The lack of an association between negative beliefs (i.e. concerns) and adherence among patients with asthma has already been shown by other researchers: A systematic review on determinants of adherence in patients with asthma identified 17 studies which assessed patients’ concerns of which only 9 succeeded in demonstrating the expected association [5]. With respect to patients with COPD, this finding is novel. The only other study investigating the necessity-concerns framework in a sample of patients with COPD yielded a significant association between patients’ specific concerns about medicines and medication adherence [16].

With regard to patients’ general beliefs about medicines the associations with medication adherence differed between patients with asthma and with COPD. Albeit the associations between medication adherence and patients’ beliefs regarding overuse of medicines by doctors, potential harm and utility of medicines were in the expected direction in both patient groups significant associations were found only in patients with asthma: Those were more likely to behave completely adherently if they held lower beliefs in the overuse of medicines by doctors and in harm of medicines in general. Possible explanations for the differences between patients with asthma and with COPD that refer to differences in socio-demographic and disease-related characteristics between asthma and COPD can be excluded since the analyses were controlled for variables which could potentially confound the relationship between beliefs about medicines and medication adherence. Differences in the prevalence of medication adherence between the two samples are more likely to cause this finding. In our study, persons with asthma behaved less frequently completely adherent as compared to persons with COPD resulting in a more equal distribution of the two MARS categories (adherent vs. not completely adherent) and higher statistical power.

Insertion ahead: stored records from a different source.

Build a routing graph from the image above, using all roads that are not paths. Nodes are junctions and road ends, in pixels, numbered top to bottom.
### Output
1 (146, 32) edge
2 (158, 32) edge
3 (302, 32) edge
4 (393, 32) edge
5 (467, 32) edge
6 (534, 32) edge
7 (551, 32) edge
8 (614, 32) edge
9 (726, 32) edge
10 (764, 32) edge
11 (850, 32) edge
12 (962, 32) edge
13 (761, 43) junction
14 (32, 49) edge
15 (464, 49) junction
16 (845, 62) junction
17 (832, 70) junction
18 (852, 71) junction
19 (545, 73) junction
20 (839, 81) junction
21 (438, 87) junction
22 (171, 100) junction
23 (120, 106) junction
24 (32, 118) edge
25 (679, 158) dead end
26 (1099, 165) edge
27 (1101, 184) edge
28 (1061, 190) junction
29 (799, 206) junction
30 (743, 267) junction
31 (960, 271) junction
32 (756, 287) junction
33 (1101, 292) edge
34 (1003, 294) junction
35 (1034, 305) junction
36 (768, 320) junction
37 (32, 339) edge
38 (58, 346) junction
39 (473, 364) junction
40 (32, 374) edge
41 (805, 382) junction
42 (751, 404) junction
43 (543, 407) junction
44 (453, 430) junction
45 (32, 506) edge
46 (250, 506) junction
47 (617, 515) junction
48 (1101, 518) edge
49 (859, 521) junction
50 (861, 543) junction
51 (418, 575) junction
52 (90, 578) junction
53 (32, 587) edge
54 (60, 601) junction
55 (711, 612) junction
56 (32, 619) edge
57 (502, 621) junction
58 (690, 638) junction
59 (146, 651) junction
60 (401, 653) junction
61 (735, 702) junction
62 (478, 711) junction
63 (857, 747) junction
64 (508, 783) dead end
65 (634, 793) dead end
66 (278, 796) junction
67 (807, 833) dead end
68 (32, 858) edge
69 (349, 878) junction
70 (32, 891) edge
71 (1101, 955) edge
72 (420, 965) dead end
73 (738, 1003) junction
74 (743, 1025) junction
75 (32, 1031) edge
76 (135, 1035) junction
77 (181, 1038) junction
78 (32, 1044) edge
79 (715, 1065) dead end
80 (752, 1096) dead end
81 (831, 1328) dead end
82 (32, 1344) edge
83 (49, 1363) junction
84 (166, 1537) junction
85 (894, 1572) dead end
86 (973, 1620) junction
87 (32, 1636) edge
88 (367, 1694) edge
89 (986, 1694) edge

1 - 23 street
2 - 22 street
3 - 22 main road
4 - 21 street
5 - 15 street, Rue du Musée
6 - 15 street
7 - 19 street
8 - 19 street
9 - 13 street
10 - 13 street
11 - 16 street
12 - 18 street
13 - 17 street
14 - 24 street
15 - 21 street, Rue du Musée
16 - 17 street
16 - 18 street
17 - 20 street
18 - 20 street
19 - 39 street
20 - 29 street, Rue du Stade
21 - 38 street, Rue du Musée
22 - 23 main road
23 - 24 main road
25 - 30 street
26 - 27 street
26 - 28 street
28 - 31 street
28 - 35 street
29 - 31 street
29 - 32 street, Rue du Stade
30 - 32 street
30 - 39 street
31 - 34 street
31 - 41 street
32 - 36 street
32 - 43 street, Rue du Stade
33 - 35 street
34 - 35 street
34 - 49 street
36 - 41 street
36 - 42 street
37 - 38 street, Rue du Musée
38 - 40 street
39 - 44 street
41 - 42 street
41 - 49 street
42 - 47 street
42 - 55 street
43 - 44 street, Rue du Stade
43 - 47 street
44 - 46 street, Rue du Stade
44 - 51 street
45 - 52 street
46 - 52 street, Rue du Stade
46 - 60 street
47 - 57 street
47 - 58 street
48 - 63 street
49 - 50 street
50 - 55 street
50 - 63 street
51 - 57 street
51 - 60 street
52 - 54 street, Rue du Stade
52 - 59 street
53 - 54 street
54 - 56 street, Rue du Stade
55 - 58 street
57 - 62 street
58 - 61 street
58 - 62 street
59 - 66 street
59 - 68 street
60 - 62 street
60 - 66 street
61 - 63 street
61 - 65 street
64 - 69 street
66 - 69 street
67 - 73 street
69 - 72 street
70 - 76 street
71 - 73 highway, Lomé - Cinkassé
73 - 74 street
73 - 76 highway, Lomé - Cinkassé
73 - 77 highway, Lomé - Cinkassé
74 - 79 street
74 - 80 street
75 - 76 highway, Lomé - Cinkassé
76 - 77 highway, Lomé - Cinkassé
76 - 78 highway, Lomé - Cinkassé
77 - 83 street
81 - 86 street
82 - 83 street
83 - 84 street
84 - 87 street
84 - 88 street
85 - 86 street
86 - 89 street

This study has some limitations: Due to its cross-sectional design no conclusions on causality can be drawn. Furthermore, medication adherence behaviour was assessed using a self-report instrument. This could have led to a biased estimation of the extent of medication adherence. In order to reduce bias induced by social desirability the oral instruction that preceded the administering of questionnaires to study participants included information on confidentiality of individual study data. It was particularly stressed that the patients’ physicians will not be aware of any of the information given in the questionnaires. The high overall prevalence of non-adherence in our study suggests that social desirability did not hinder patients to admit also non-adherent behaviours. However, concerns regarding the precision of the MARS in measuring adherence cannot be ruled out [26].

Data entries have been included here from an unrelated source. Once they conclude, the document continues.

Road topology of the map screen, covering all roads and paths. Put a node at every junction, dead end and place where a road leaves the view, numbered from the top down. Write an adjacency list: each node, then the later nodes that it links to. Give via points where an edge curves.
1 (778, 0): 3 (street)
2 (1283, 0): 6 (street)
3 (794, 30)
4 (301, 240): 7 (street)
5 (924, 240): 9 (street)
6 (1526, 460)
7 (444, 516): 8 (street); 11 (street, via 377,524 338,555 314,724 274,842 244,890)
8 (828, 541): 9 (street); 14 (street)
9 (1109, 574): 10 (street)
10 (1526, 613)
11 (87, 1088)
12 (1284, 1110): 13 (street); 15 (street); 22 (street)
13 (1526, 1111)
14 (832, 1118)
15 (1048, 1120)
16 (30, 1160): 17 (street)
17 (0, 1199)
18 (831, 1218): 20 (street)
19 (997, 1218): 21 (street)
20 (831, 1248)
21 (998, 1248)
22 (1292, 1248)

Our study succeeded in including a heterogeneous group of patients recruited from various health care settings. Suffering from additional comorbidities was no reason for the exclusion of patients from participation in the study; this is reflected in the high number of currently prescribed medications. Even if this sampling strategy contributed to the external validity of our study it comes along with a further limitation: The heterogeneity of practices in both the establishment and the documentation of diagnoses impeded the use of data on diagnostic subtypes (such as atopic and non-atopic asthma) and comorbidities. As compared to other studies that focused on the assessment of adherence to a specific therapeutic treatment (e.g. inhaler therapy), we operationalized medication adherence as adherence to all medications which have been prescribed to a person. This approach corresponds far better to the reality of health care for patients with chronic obstructive lung diseases.

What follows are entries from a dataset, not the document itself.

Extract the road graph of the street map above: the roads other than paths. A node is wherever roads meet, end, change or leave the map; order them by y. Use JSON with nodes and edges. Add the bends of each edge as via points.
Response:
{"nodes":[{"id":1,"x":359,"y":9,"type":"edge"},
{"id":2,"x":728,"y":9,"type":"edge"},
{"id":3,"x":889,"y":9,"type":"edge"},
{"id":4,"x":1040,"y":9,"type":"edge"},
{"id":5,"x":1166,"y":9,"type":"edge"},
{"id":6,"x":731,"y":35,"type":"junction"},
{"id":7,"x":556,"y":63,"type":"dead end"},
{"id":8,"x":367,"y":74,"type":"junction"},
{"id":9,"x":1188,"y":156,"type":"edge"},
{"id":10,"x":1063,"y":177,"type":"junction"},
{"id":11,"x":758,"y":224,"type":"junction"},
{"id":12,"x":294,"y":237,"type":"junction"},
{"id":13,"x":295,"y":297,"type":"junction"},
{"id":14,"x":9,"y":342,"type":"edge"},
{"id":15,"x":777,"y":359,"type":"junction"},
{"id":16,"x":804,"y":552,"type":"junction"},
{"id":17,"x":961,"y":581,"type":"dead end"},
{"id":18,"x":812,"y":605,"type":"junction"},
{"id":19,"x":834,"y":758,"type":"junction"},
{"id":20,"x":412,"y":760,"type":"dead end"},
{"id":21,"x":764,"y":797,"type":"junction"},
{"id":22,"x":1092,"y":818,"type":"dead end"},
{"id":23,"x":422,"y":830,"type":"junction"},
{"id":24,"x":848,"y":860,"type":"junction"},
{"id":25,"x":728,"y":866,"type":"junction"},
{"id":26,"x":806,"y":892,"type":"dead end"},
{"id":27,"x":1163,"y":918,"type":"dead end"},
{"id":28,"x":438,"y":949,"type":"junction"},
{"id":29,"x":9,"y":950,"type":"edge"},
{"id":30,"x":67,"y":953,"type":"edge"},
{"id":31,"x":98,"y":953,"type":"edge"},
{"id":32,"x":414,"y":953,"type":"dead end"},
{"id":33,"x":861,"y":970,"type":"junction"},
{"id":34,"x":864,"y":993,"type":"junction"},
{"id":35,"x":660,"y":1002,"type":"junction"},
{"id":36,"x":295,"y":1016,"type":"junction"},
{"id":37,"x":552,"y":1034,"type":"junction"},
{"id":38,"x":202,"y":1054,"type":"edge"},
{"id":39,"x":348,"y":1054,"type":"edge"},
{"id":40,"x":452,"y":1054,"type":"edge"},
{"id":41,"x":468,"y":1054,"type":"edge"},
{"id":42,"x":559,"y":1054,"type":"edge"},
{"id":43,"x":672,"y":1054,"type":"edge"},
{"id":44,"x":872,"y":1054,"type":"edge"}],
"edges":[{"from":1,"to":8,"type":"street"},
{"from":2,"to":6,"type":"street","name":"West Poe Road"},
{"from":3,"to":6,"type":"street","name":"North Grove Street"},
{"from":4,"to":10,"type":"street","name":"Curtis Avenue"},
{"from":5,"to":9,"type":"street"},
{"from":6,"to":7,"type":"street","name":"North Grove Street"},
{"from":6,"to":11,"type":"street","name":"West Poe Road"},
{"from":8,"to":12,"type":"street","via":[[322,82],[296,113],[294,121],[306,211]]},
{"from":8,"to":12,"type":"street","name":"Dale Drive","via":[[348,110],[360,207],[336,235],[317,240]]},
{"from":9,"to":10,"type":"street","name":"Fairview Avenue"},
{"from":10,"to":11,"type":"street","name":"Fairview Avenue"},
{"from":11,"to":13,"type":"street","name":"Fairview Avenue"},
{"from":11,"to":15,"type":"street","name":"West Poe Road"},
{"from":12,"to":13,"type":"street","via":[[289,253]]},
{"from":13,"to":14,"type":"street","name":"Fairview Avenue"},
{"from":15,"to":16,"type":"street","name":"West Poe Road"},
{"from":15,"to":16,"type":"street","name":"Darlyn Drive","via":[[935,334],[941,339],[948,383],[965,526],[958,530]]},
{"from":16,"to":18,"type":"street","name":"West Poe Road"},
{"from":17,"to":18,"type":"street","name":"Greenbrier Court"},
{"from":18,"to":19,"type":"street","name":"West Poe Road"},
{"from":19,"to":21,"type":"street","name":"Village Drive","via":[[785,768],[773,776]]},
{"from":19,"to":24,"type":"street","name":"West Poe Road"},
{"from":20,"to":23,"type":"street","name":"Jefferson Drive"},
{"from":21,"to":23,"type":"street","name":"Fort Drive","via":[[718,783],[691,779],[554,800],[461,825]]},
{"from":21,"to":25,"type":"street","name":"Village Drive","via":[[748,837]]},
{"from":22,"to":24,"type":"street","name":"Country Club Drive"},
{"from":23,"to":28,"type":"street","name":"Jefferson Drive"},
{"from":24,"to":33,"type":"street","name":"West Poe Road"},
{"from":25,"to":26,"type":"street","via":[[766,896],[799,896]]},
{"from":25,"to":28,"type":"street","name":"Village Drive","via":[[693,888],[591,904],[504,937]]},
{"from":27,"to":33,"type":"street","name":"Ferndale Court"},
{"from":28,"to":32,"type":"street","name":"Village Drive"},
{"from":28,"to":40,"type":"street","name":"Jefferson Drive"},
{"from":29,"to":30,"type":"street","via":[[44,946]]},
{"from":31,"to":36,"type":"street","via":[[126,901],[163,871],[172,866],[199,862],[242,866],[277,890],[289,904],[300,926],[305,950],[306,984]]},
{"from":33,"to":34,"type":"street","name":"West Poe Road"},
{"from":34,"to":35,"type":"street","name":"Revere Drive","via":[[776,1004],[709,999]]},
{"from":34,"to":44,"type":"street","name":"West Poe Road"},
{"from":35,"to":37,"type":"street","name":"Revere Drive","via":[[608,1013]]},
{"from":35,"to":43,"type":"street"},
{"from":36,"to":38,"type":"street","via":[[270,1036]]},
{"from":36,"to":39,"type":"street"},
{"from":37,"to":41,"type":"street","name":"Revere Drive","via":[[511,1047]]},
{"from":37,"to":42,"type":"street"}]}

To conclude, this study demonstrated high rates in medication non-adherence in patients with chronic obstructive lung disease. Beliefs in the specific necessity of prescribed medications were found to be associated with medication adherence both in patients with asthma and with COPD and suggest an important and modifiable target for improving patient–doctor consultations when prescribing medicines. However, our findings need to be corroborated by longitudinal research first.